__Data extract__.
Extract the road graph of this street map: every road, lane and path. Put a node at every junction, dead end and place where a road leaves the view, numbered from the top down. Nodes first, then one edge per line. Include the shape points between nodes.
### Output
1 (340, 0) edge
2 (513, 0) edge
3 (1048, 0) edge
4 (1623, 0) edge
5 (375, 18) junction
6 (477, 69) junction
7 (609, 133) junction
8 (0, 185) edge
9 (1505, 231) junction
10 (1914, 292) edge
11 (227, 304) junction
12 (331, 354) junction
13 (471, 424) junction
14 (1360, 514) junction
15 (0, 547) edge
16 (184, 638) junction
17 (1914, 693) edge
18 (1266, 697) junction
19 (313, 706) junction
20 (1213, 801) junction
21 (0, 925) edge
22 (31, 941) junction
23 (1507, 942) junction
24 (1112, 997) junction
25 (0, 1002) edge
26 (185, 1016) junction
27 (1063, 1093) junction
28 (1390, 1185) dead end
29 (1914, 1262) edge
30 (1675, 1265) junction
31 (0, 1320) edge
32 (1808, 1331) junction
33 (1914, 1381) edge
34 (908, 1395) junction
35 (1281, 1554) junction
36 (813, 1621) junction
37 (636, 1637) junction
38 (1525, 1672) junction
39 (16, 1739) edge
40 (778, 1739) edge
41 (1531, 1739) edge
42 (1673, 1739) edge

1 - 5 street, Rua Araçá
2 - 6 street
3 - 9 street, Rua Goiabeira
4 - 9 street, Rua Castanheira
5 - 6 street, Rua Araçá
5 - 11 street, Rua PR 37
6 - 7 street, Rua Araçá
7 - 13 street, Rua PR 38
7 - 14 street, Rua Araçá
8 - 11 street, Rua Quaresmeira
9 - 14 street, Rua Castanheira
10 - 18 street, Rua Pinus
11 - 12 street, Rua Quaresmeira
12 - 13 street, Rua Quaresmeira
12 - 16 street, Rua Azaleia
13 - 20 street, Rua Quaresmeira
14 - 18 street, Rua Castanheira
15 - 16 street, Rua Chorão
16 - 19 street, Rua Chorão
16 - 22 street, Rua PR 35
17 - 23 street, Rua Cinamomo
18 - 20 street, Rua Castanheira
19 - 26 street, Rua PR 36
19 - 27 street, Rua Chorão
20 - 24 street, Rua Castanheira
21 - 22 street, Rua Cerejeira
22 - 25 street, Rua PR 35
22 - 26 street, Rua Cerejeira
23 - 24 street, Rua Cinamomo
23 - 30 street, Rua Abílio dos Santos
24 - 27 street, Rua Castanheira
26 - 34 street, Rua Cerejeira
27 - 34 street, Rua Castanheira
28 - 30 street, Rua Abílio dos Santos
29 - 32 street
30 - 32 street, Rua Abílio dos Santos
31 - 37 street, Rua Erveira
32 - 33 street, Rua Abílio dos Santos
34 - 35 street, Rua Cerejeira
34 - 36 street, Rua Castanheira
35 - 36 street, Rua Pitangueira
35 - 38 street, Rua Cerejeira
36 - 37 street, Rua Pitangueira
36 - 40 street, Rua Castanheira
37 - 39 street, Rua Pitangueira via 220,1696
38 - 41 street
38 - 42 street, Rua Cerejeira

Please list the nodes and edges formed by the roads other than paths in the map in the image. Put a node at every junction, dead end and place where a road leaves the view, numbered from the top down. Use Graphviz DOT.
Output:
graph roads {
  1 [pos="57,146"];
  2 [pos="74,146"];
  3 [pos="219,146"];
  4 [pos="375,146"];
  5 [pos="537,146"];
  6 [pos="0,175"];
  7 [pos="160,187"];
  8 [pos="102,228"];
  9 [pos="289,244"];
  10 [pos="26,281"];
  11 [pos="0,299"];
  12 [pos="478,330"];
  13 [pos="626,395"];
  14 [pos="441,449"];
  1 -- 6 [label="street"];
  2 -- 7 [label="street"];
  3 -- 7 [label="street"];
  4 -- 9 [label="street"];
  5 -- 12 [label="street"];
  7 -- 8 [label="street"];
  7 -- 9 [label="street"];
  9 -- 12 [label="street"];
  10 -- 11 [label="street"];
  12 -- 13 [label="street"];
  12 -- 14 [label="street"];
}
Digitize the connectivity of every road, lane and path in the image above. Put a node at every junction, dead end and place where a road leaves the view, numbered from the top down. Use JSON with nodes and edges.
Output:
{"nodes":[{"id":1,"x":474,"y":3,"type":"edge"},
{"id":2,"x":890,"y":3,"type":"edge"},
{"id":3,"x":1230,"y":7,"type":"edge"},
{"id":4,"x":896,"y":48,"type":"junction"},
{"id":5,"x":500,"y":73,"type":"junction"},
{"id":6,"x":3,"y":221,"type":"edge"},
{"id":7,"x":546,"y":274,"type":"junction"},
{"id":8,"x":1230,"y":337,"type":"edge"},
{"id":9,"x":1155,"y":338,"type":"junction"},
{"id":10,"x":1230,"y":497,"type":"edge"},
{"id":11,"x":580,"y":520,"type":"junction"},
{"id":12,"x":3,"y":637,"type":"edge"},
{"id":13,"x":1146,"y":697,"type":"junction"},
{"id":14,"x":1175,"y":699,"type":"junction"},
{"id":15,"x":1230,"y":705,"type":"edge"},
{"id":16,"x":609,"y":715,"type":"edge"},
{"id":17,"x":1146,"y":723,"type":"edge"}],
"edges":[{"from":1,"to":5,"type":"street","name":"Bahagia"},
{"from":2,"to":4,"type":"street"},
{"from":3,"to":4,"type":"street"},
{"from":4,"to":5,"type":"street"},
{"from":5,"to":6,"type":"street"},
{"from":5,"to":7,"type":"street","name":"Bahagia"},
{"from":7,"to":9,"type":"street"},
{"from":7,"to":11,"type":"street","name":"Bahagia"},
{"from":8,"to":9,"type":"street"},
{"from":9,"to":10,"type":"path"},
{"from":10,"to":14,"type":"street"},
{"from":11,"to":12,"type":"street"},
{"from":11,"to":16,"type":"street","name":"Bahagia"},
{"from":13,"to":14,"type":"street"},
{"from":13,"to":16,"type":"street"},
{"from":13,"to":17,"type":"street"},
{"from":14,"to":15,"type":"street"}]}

__Description of the task__. Could you repeat every record above exactly as it appears?

__Worked solution__.
Extract the road graph of this street map: every road, lane and path. Put a node at every junction, dead end and place where a road leaves the view, numbered from the top down. Nodes first, then one edge per line. Include the shape points between nodes.
### Output
1 (340, 0) edge
2 (513, 0) edge
3 (1048, 0) edge
4 (1623, 0) edge
5 (375, 18) junction
6 (477, 69) junction
7 (609, 133) junction
8 (0, 185) edge
9 (1505, 231) junction
10 (1914, 292) edge
11 (227, 304) junction
12 (331, 354) junction
13 (471, 424) junction
14 (1360, 514) junction
15 (0, 547) edge
16 (184, 638) junction
17 (1914, 693) edge
18 (1266, 697) junction
19 (313, 706) junction
20 (1213, 801) junction
21 (0, 925) edge
22 (31, 941) junction
23 (1507, 942) junction
24 (1112, 997) junction
25 (0, 1002) edge
26 (185, 1016) junction
27 (1063, 1093) junction
28 (1390, 1185) dead end
29 (1914, 1262) edge
30 (1675, 1265) junction
31 (0, 1320) edge
32 (1808, 1331) junction
33 (1914, 1381) edge
34 (908, 1395) junction
35 (1281, 1554) junction
36 (813, 1621) junction
37 (636, 1637) junction
38 (1525, 1672) junction
39 (16, 1739) edge
40 (778, 1739) edge
41 (1531, 1739) edge
42 (1673, 1739) edge

1 - 5 street, Rua Araçá
2 - 6 street
3 - 9 street, Rua Goiabeira
4 - 9 street, Rua Castanheira
5 - 6 street, Rua Araçá
5 - 11 street, Rua PR 37
6 - 7 street, Rua Araçá
7 - 13 street, Rua PR 38
7 - 14 street, Rua Araçá
8 - 11 street, Rua Quaresmeira
9 - 14 street, Rua Castanheira
10 - 18 street, Rua Pinus
11 - 12 street, Rua Quaresmeira
12 - 13 street, Rua Quaresmeira
12 - 16 street, Rua Azaleia
13 - 20 street, Rua Quaresmeira
14 - 18 street, Rua Castanheira
15 - 16 street, Rua Chorão
16 - 19 street, Rua Chorão
16 - 22 street, Rua PR 35
17 - 23 street, Rua Cinamomo
18 - 20 street, Rua Castanheira
19 - 26 street, Rua PR 36
19 - 27 street, Rua Chorão
20 - 24 street, Rua Castanheira
21 - 22 street, Rua Cerejeira
22 - 25 street, Rua PR 35
22 - 26 street, Rua Cerejeira
23 - 24 street, Rua Cinamomo
23 - 30 street, Rua Abílio dos Santos
24 - 27 street, Rua Castanheira
26 - 34 street, Rua Cerejeira
27 - 34 street, Rua Castanheira
28 - 30 street, Rua Abílio dos Santos
29 - 32 street
30 - 32 street, Rua Abílio dos Santos
31 - 37 street, Rua Erveira
32 - 33 street, Rua Abílio dos Santos
34 - 35 street, Rua Cerejeira
34 - 36 street, Rua Castanheira
35 - 36 street, Rua Pitangueira
35 - 38 street, Rua Cerejeira
36 - 37 street, Rua Pitangueira
36 - 40 street, Rua Castanheira
37 - 39 street, Rua Pitangueira via 220,1696
38 - 41 street
38 - 42 street, Rua Cerejeira

Please list the nodes and edges formed by the roads other than paths in the map in the image. Put a node at every junction, dead end and place where a road leaves the view, numbered from the top down. Use Graphviz DOT.
Output:
graph roads {
  1 [pos="57,146"];
  2 [pos="74,146"];
  3 [pos="219,146"];
  4 [pos="375,146"];
  5 [pos="537,146"];
  6 [pos="0,175"];
  7 [pos="160,187"];
  8 [pos="102,228"];
  9 [pos="289,244"];
  10 [pos="26,281"];
  11 [pos="0,299"];
  12 [pos="478,330"];
  13 [pos="626,395"];
  14 [pos="441,449"];
  1 -- 6 [label="street"];
  2 -- 7 [label="street"];
  3 -- 7 [label="street"];
  4 -- 9 [label="street"];
  5 -- 12 [label="street"];
  7 -- 8 [label="street"];
  7 -- 9 [label="street"];
  9 -- 12 [label="street"];
  10 -- 11 [label="street"];
  12 -- 13 [label="street"];
  12 -- 14 [label="street"];
}
Digitize the connectivity of every road, lane and path in the image above. Put a node at every junction, dead end and place where a road leaves the view, numbered from the top down. Use JSON with nodes and edges.
Output:
{"nodes":[{"id":1,"x":474,"y":3,"type":"edge"},
{"id":2,"x":890,"y":3,"type":"edge"},
{"id":3,"x":1230,"y":7,"type":"edge"},
{"id":4,"x":896,"y":48,"type":"junction"},
{"id":5,"x":500,"y":73,"type":"junction"},
{"id":6,"x":3,"y":221,"type":"edge"},
{"id":7,"x":546,"y":274,"type":"junction"},
{"id":8,"x":1230,"y":337,"type":"edge"},
{"id":9,"x":1155,"y":338,"type":"junction"},
{"id":10,"x":1230,"y":497,"type":"edge"},
{"id":11,"x":580,"y":520,"type":"junction"},
{"id":12,"x":3,"y":637,"type":"edge"},
{"id":13,"x":1146,"y":697,"type":"junction"},
{"id":14,"x":1175,"y":699,"type":"junction"},
{"id":15,"x":1230,"y":705,"type":"edge"},
{"id":16,"x":609,"y":715,"type":"edge"},
{"id":17,"x":1146,"y":723,"type":"edge"}],
"edges":[{"from":1,"to":5,"type":"street","name":"Bahagia"},
{"from":2,"to":4,"type":"street"},
{"from":3,"to":4,"type":"street"},
{"from":4,"to":5,"type":"street"},
{"from":5,"to":6,"type":"street"},
{"from":5,"to":7,"type":"street","name":"Bahagia"},
{"from":7,"to":9,"type":"street"},
{"from":7,"to":11,"type":"street","name":"Bahagia"},
{"from":8,"to":9,"type":"street"},
{"from":9,"to":10,"type":"path"},
{"from":10,"to":14,"type":"street"},
{"from":11,"to":12,"type":"street"},
{"from":11,"to":16,"type":"street","name":"Bahagia"},
{"from":13,"to":14,"type":"street"},
{"from":13,"to":16,"type":"street"},
{"from":13,"to":17,"type":"street"},
{"from":14,"to":15,"type":"street"}]}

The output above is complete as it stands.